MD: I’ve got a friend who’s an older dentist — older than you — and he’s got back issues. He was saying the other day that he just wants to do snoring and sleep apnea. I said: "There couldn’t be a better way. That’s thinking man’s dentistry in a sense." But now I’m going to have to talk to him about the AAFE. Imagine if your back goes out next week? You could have a very satisfying practice just treating facial pain, doing BOTOX and fillers, and doing snoring and sleep apnea. You’d never lift a handpiece again. Just lift very small syringes, and go extraorally.

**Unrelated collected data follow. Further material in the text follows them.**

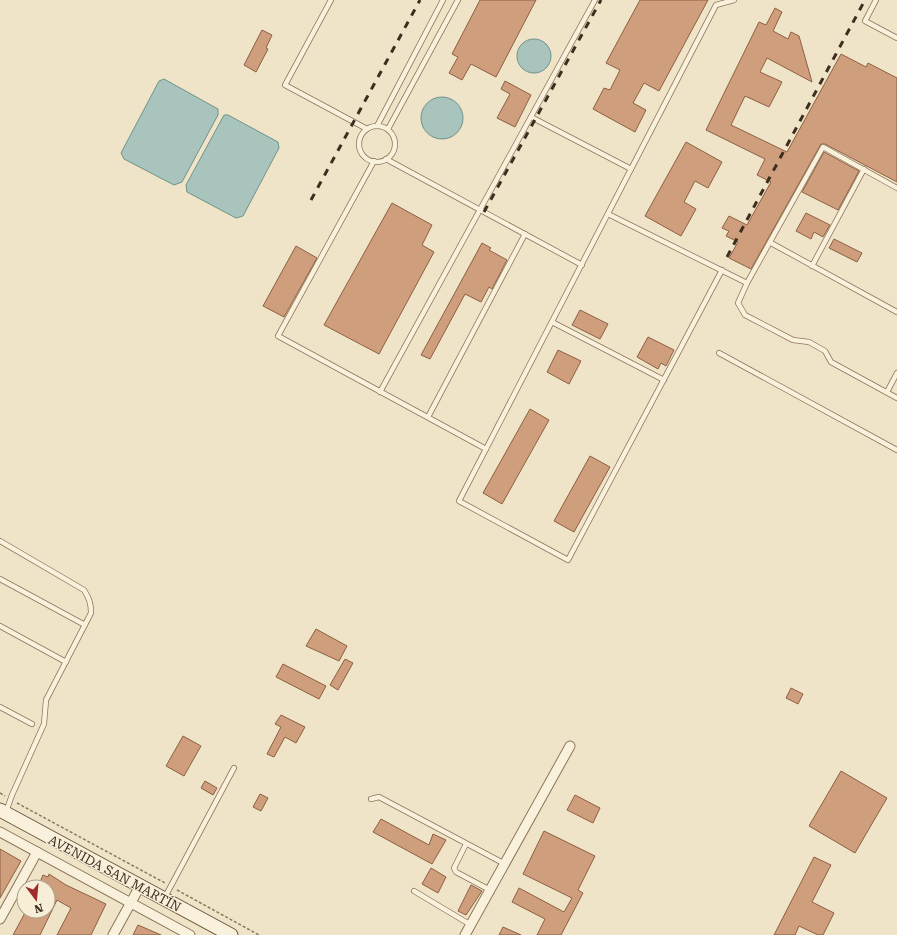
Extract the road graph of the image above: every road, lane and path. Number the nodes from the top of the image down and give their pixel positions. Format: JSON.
{"nodes":[{"id":1,"x":332,"y":0,"type":"edge"},
{"id":2,"x":442,"y":0,"type":"edge"},
{"id":3,"x":458,"y":0,"type":"edge"},
{"id":4,"x":595,"y":0,"type":"edge"},
{"id":5,"x":732,"y":0,"type":"edge"},
{"id":6,"x":876,"y":0,"type":"edge"},
{"id":7,"x":897,"y":38,"type":"edge"},
{"id":8,"x":531,"y":117,"type":"junction"},
{"id":9,"x":377,"y":126,"type":"junction"},
{"id":10,"x":367,"y":129,"type":"junction"},
{"id":11,"x":388,"y":129,"type":"junction"},
{"id":12,"x":386,"y":159,"type":"junction"},
{"id":13,"x":374,"y":161,"type":"junction"},
{"id":14,"x":631,"y":169,"type":"junction"},
{"id":15,"x":864,"y":169,"type":"junction"},
{"id":16,"x":897,"y":188,"type":"edge"},
{"id":17,"x":480,"y":210,"type":"junction"},
{"id":18,"x":608,"y":214,"type":"junction"},
{"id":19,"x":525,"y":234,"type":"junction"},
{"id":20,"x":771,"y":243,"type":"junction"},
{"id":21,"x":582,"y":265,"type":"junction"},
{"id":22,"x":812,"y":266,"type":"junction"},
{"id":23,"x":722,"y":270,"type":"junction"},
{"id":24,"x":747,"y":283,"type":"junction"},
{"id":25,"x":897,"y":312,"type":"edge"},
{"id":26,"x":552,"y":322,"type":"junction"},
{"id":27,"x":719,"y":353,"type":"dead end"},
{"id":28,"x":897,"y":373,"type":"edge"},
{"id":29,"x":664,"y":380,"type":"junction"},
{"id":30,"x":380,"y":392,"type":"junction"},
{"id":31,"x":887,"y":392,"type":"junction"},
{"id":32,"x":897,"y":398,"type":"edge"},
{"id":33,"x":428,"y":417,"type":"junction"},
{"id":34,"x":486,"y":449,"type":"junction"},
{"id":35,"x":897,"y":450,"type":"edge"},
{"id":36,"x":0,"y":541,"type":"edge"},
{"id":37,"x":0,"y":579,"type":"edge"},
{"id":38,"x":85,"y":625,"type":"junction"},
{"id":39,"x":0,"y":626,"type":"edge"},
{"id":40,"x":66,"y":662,"type":"junction"},
{"id":41,"x":0,"y":707,"type":"edge"},
{"id":42,"x":32,"y":724,"type":"dead end"},
{"id":43,"x":570,"y":746,"type":"dead end"},
{"id":44,"x":234,"y":768,"type":"dead end"},
{"id":45,"x":0,"y":793,"type":"edge"},
{"id":46,"x":10,"y":799,"type":"junction"},
{"id":47,"x":371,"y":799,"type":"dead end"},
{"id":48,"x":3,"y":812,"type":"edge"},
{"id":49,"x":0,"y":832,"type":"edge"},
{"id":50,"x":466,"y":844,"type":"junction"},
{"id":51,"x":37,"y":852,"type":"junction"},
{"id":52,"x":505,"y":864,"type":"junction"},
{"id":53,"x":140,"y":886,"type":"junction"},
{"id":54,"x":170,"y":886,"type":"junction"},
{"id":55,"x":490,"y":890,"type":"junction"},
{"id":56,"x":414,"y":891,"type":"dead end"},
{"id":57,"x":164,"y":899,"type":"junction"},
{"id":58,"x":131,"y":903,"type":"junction"},
{"id":59,"x":0,"y":920,"type":"edge"},
{"id":60,"x":471,"y":925,"type":"junction"},
{"id":61,"x":114,"y":935,"type":"edge"},
{"id":62,"x":190,"y":935,"type":"edge"},
{"id":63,"x":231,"y":935,"type":"edge"},
{"id":64,"x":259,"y":935,"type":"edge"},
{"id":65,"x":465,"y":935,"type":"edge"}],
"edges":[{"from":1,"to":10,"type":"lane"},
{"from":2,"to":9,"type":"lane"},
{"from":3,"to":11,"type":"lane"},
{"from":4,"to":8,"type":"lane"},
{"from":5,"to":14,"type":"lane"},
{"from":6,"to":7,"type":"lane"},
{"from":8,"to":14,"type":"lane"},
{"from":8,"to":17,"type":"lane"},
{"from":9,"to":10,"type":"lane"},
{"from":9,"to":11,"type":"lane"},
{"from":10,"to":13,"type":"lane"},
{"from":11,"to":12,"type":"lane"},
{"from":12,"to":13,"type":"lane"},
{"from":12,"to":17,"type":"lane"},
{"from":13,"to":30,"type":"lane"},
{"from":14,"to":18,"type":"lane"},
{"from":15,"to":16,"type":"lane"},
{"from":15,"to":20,"type":"lane"},
{"from":15,"to":22,"type":"lane"},
{"from":17,"to":19,"type":"lane"},
{"from":17,"to":30,"type":"lane"},
{"from":18,"to":21,"type":"lane"},
{"from":18,"to":23,"type":"lane"},
{"from":19,"to":21,"type":"lane"},
{"from":19,"to":33,"type":"lane"},
{"from":20,"to":22,"type":"lane"},
{"from":20,"to":24,"type":"lane"},
{"from":21,"to":26,"type":"lane"},
{"from":22,"to":25,"type":"lane"},
{"from":23,"to":24,"type":"lane"},
{"from":23,"to":29,"type":"lane"},
{"from":24,"to":31,"type":"lane"},
{"from":26,"to":29,"type":"lane"},
{"from":26,"to":34,"type":"lane"},
{"from":27,"to":35,"type":"lane"},
{"from":28,"to":31,"type":"lane"},
{"from":29,"to":34,"type":"lane"},
{"from":30,"to":33,"type":"lane"},
{"from":31,"to":32,"type":"lane"},
{"from":33,"to":34,"type":"lane"},
{"from":36,"to":38,"type":"lane"},
{"from":37,"to":38,"type":"lane"},
{"from":38,"to":40,"type":"lane"},
{"from":39,"to":40,"type":"lane"},
{"from":40,"to":46,"type":"lane"},
{"from":41,"to":42,"type":"lane"},
{"from":43,"to":52,"type":"street"},
{"from":44,"to":54,"type":"lane"},
{"from":45,"to":46,"type":"path"},
{"from":46,"to":48,"type":"lane"},
{"from":46,"to":54,"type":"path"},
{"from":47,"to":50,"type":"lane"},
{"from":48,"to":53,"type":"street","name":"AVENIDA SAN MARTÍN"},
{"from":49,"to":51,"type":"street","name":"AVENIDA SAN MARTÍN"},
{"from":50,"to":52,"type":"lane"},
{"from":50,"to":55,"type":"lane"},
{"from":51,"to":58,"type":"street","name":"AVENIDA SAN MARTÍN"},
{"from":51,"to":59,"type":"street"},
{"from":52,"to":55,"type":"street"},
{"from":53,"to":57,"type":"street","name":"AVENIDA SAN MARTÍN"},
{"from":53,"to":58,"type":"street"},
{"from":54,"to":57,"type":"lane"},
{"from":54,"to":64,"type":"path"},
{"from":55,"to":60,"type":"street"},
{"from":56,"to":60,"type":"lane"},
{"from":57,"to":63,"type":"street","name":"AVENIDA SAN MARTÍN"},
{"from":58,"to":61,"type":"street"},
{"from":58,"to":62,"type":"street","name":"AVENIDA SAN MARTÍN"},
{"from":60,"to":65,"type":"street"}]}
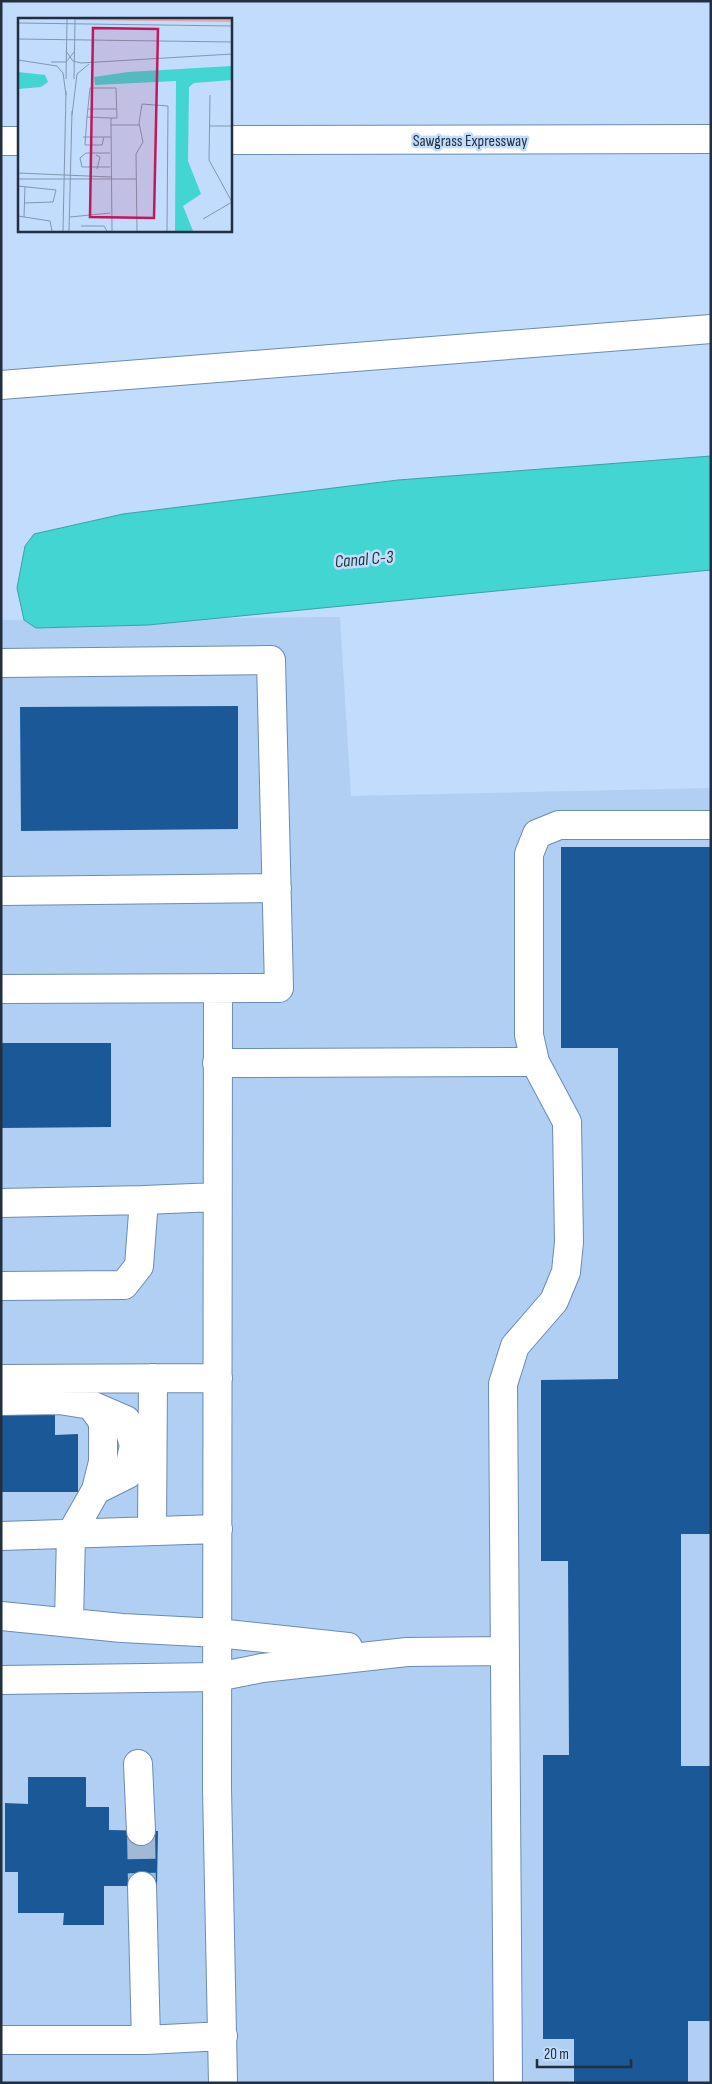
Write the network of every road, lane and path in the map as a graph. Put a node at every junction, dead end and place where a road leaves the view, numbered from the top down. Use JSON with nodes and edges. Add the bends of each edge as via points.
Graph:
{"nodes":[{"id":1,"x":711,"y":139,"type":"edge"},
{"id":2,"x":231,"y":140,"type":"edge"},
{"id":3,"x":1,"y":141,"type":"edge"},
{"id":4,"x":18,"y":141,"type":"edge"},
{"id":5,"x":711,"y":329,"type":"edge"},
{"id":6,"x":517,"y":345,"type":"junction"},
{"id":7,"x":1,"y":384,"type":"edge"},
{"id":8,"x":1,"y":402,"type":"edge"},
{"id":9,"x":1,"y":663,"type":"edge"},
{"id":10,"x":711,"y":825,"type":"edge"},
{"id":11,"x":276,"y":888,"type":"junction"},
{"id":12,"x":1,"y":891,"type":"edge"},
{"id":13,"x":1,"y":988,"type":"edge"},
{"id":14,"x":218,"y":988,"type":"junction"},
{"id":15,"x":535,"y":1062,"type":"junction"},
{"id":16,"x":217,"y":1063,"type":"junction"},
{"id":17,"x":217,"y":1197,"type":"junction"},
{"id":18,"x":144,"y":1200,"type":"junction"},
{"id":19,"x":1,"y":1203,"type":"edge"},
{"id":20,"x":1,"y":1286,"type":"edge"},
{"id":21,"x":153,"y":1378,"type":"junction"},
{"id":22,"x":218,"y":1378,"type":"junction"},
{"id":23,"x":1,"y":1379,"type":"edge"},
{"id":24,"x":1,"y":1401,"type":"edge"},
{"id":25,"x":218,"y":1528,"type":"junction"},
{"id":26,"x":152,"y":1531,"type":"junction"},
{"id":27,"x":72,"y":1534,"type":"junction"},
{"id":28,"x":1,"y":1536,"type":"edge"},
{"id":29,"x":1,"y":1616,"type":"edge"},
{"id":30,"x":69,"y":1622,"type":"junction"},
{"id":31,"x":218,"y":1633,"type":"junction"},
{"id":32,"x":505,"y":1651,"type":"junction"},
{"id":33,"x":407,"y":1652,"type":"junction"},
{"id":34,"x":217,"y":1678,"type":"junction"},
{"id":35,"x":1,"y":1680,"type":"edge"},
{"id":36,"x":138,"y":1764,"type":"dead end"},
{"id":37,"x":141,"y":1831,"type":"tunnel mouth"},
{"id":38,"x":142,"y":1886,"type":"tunnel mouth"},
{"id":39,"x":223,"y":2036,"type":"junction"},
{"id":40,"x":1,"y":2040,"type":"edge"},
{"id":41,"x":146,"y":2040,"type":"junction"},
{"id":42,"x":223,"y":2083,"type":"edge"},
{"id":43,"x":508,"y":2083,"type":"edge"}],
"edges":[{"from":1,"to":2,"type":"main road","name":"Sawgrass Expressway"},
{"from":3,"to":4,"type":"main road"},
{"from":5,"to":6,"type":"main road"},
{"from":6,"to":7,"type":"main road"},
{"from":6,"to":8,"type":"main road","via":[[281,378]]},
{"from":9,"to":11,"type":"main road","via":[[271,660]]},
{"from":10,"to":15,"type":"main road","via":[[559,826],[536,834],[529,854],[529,1035]]},
{"from":11,"to":12,"type":"main road"},
{"from":11,"to":14,"type":"main road","via":[[279,988]]},
{"from":13,"to":14,"type":"main road"},
{"from":14,"to":16,"type":"main road"},
{"from":15,"to":16,"type":"main road"},
{"from":15,"to":32,"type":"main road","via":[[567,1122],[570,1242],[566,1272],[554,1301],[515,1346],[503,1384]]},
{"from":16,"to":17,"type":"main road"},
{"from":17,"to":18,"type":"main road"},
{"from":17,"to":22,"type":"main road"},
{"from":18,"to":19,"type":"main road"},
{"from":18,"to":20,"type":"main road","via":[[139,1266],[124,1285]]},
{"from":21,"to":22,"type":"main road"},
{"from":21,"to":23,"type":"main road"},
{"from":21,"to":26,"type":"main road"},
{"from":22,"to":25,"type":"main road"},
{"from":24,"to":27,"type":"main road","via":[[59,1400],[91,1405],[103,1422],[103,1462],[96,1490]]},
{"from":25,"to":26,"type":"main road"},
{"from":25,"to":31,"type":"main road"},
{"from":26,"to":27,"type":"main road"},
{"from":27,"to":28,"type":"main road"},
{"from":27,"to":30,"type":"main road"},
{"from":29,"to":30,"type":"main road"},
{"from":30,"to":31,"type":"main road"},
{"from":31,"to":33,"type":"main road"},
{"from":31,"to":34,"type":"main road"},
{"from":32,"to":33,"type":"main road"},
{"from":32,"to":43,"type":"main road"},
{"from":33,"to":34,"type":"main road","via":[[262,1668]]},
{"from":34,"to":35,"type":"main road"},
{"from":34,"to":39,"type":"main road"},
{"from":36,"to":37,"type":"main road"},
{"from":38,"to":41,"type":"main road"},
{"from":39,"to":41,"type":"main road"},
{"from":39,"to":42,"type":"main road"},
{"from":40,"to":41,"type":"main road"}]}
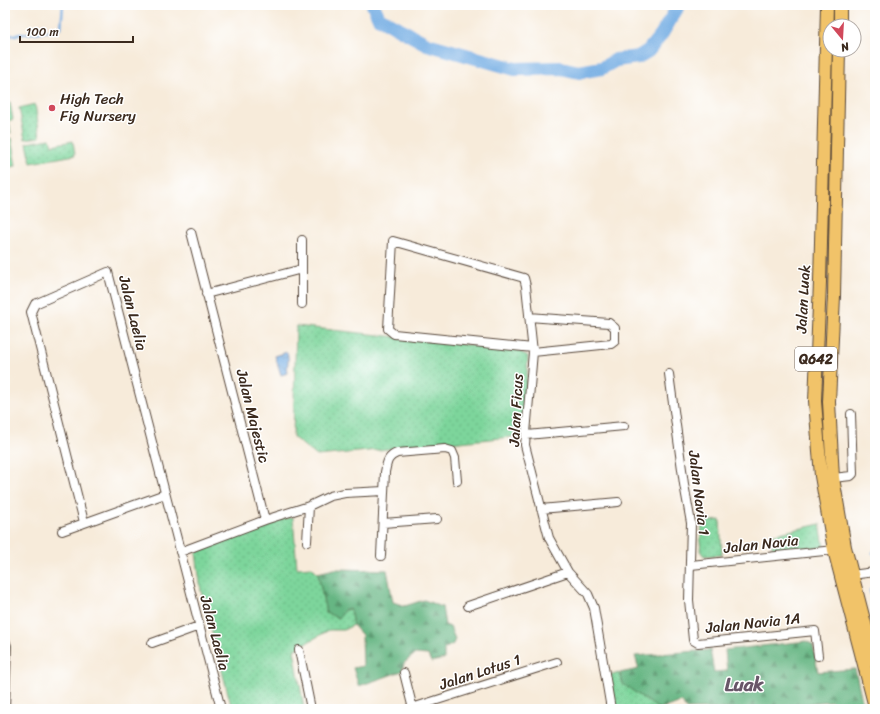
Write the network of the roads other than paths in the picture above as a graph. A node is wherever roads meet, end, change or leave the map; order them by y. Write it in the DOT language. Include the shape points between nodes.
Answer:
graph roads {
  1 [pos="827,5"];
  2 [pos="840,5"];
  3 [pos="840,18"];
  4 [pos="839,58"];
  5 [pos="191,232"];
  6 [pos="836,232"];
  7 [pos="302,240"];
  8 [pos="302,269"];
  9 [pos="820,282"];
  10 [pos="206,294"];
  11 [pos="834,296"];
  12 [pos="302,304"];
  13 [pos="529,317"];
  14 [pos="816,346"];
  15 [pos="533,350"];
  16 [pos="669,374"];
  17 [pos="851,414"];
  18 [pos="624,426"];
  19 [pos="527,435"];
  20 [pos="833,478"];
  21 [pos="457,481"];
  22 [pos="384,491"];
  23 [pos="165,494"];
  24 [pos="618,502"];
  25 [pos="309,506"];
  26 [pos="541,509"];
  27 [pos="437,519"];
  28 [pos="265,520"];
  29 [pos="84,522"];
  30 [pos="383,523"];
  31 [pos="62,531"];
  32 [pos="307,542"];
  33 [pos="834,550"];
  34 [pos="180,552"];
  35 [pos="381,556"];
  36 [pos="691,565"];
  37 [pos="568,572"];
  38 [pos="875,572"];
  39 [pos="852,575"];
  40 [pos="468,606"];
  41 [pos="199,626"];
  42 [pos="5,640"];
  43 [pos="693,640"];
  44 [pos="152,643"];
  45 [pos="299,650"];
  46 [pos="818,656"];
  47 [pos="557,662"];
  48 [pos="875,662"];
  49 [pos="404,673"];
  50 [pos="875,707"];
  51 [pos="5,709"];
  52 [pos="221,709"];
  53 [pos="311,709"];
  54 [pos="412,709"];
  55 [pos="611,709"];
  1 -- 9 [label="main road, Jalan Luak / Q642"];
  2 -- 3 [label="main road"];
  4 -- 6 [label="main road, Jalan Luak / Q642"];
  5 -- 10 [label="street, Jalan Majestic"];
  6 -- 9 [label="main road" via="828,279"];
  6 -- 11 [label="main road, Jalan Luak / Q642"];
  7 -- 8 [label="street"];
  8 -- 10 [label="street"];
  8 -- 12 [label="street"];
  9 -- 14 [label="main road, Jalan Luak / Q642"];
  10 -- 28 [label="street, Jalan Majestic"];
  11 -- 14 [label="main road" via="826,297 822,302"];
  11 -- 20 [label="main road, Jalan Luak / Q642" via="829,402"];
  13 -- 15 [label="street, Jalan Ficus"];
  13 -- 15 [label="street" via="609,323 615,328 615,341 611,344"];
  13 -- 15 [label="street, Jalan Ficus" via="524,278 393,241 388,329 390,332"];
  14 -- 33 [label="main road, Jalan Luak / Q642" via="815,401 821,476"];
  15 -- 19 [label="street, Jalan Ficus"];
  16 -- 36 [label="street, Jalan Navia 1" via="691,523"];
  17 -- 20 [label="street" via="853,474"];
  18 -- 19 [label="street"];
  19 -- 26 [label="street, Jalan Ficus" via="526,445"];
  20 -- 39 [label="main road, Jalan Luak / Q642"];
  21 -- 22 [label="street" via="452,451 445,449 397,453 387,460"];
  22 -- 25 [label="street" via="330,496"];
  22 -- 30 [label="street"];
  23 -- 29 [label="street"];
  23 -- 29 [label="street, Jalan Laelia" via="108,272 35,304 31,312"];
  23 -- 34 [label="street, Jalan Laelia"];
  24 -- 26 [label="street"];
  25 -- 28 [label="street"];
  25 -- 32 [label="street"];
  26 -- 37 [label="street, Jalan Ficus" via="549,538"];
  27 -- 30 [label="street"];
  28 -- 34 [label="street"];
  29 -- 31 [label="street"];
  30 -- 35 [label="street"];
  33 -- 36 [label="street, Jalan Navia"];
  33 -- 50 [label="main road, Jalan Luak / Q642"];
  34 -- 41 [label="street, Jalan Laelia"];
  36 -- 43 [label="street, Jalan Navia 1" via="689,600"];
  37 -- 40 [label="street"];
  37 -- 55 [label="street, Jalan Ficus" via="588,594 594,608"];
  38 -- 39 [label="street"];
  39 -- 48 [label="main road, Jalan Luak / Q642"];
  41 -- 44 [label="street"];
  41 -- 52 [label="street, Jalan Laelia"];
  42 -- 51 [label="street"];
  43 -- 46 [label="street, Jalan Navia 1A" via="698,643 815,631"];
  45 -- 53 [label="street"];
  47 -- 54 [label="street, Jalan Lotus 1"];
  49 -- 54 [label="street"];
}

LM: Absolutely, and you will make a very good living at that. I’ll tell you something; some of our members have actually gone that route. But I really do enjoy all of the dentistry, so I still have a full-time general practice. The BOTOX and fillers for me is 20 percent of my practice, because I choose it to be.


MD: And 80 percent of the profit.

LM: Without a doubt. Honestly, a five- to 10-minute procedure, at a high fee, with patients leaving very thankful: That’s the most fun you will ever have in dentistry, and your patients actually love you and thank you at the end of the appointment. How many times does that happen?

MD: When is the next Orange County course?

LM: You’ve got to check the website. It’s facialesthetics.org. Mike, get out and see the world; the AAFE gives its live-patient courses on BOTOX and dermal fillers, frontline orofacial pain, and bruxism therapy/dental sleep medicine all across the country.

MD: I’m going to the next course. I’m going to inject somebody else first, and then I’m going to inject myself. I’m going to be beautiful! Why not offer patients the opportunity to get rid of their facial pain and an esthetic improvement if they are interested? Louis, thank you for your time and for sharing a bit of your passion with our readers.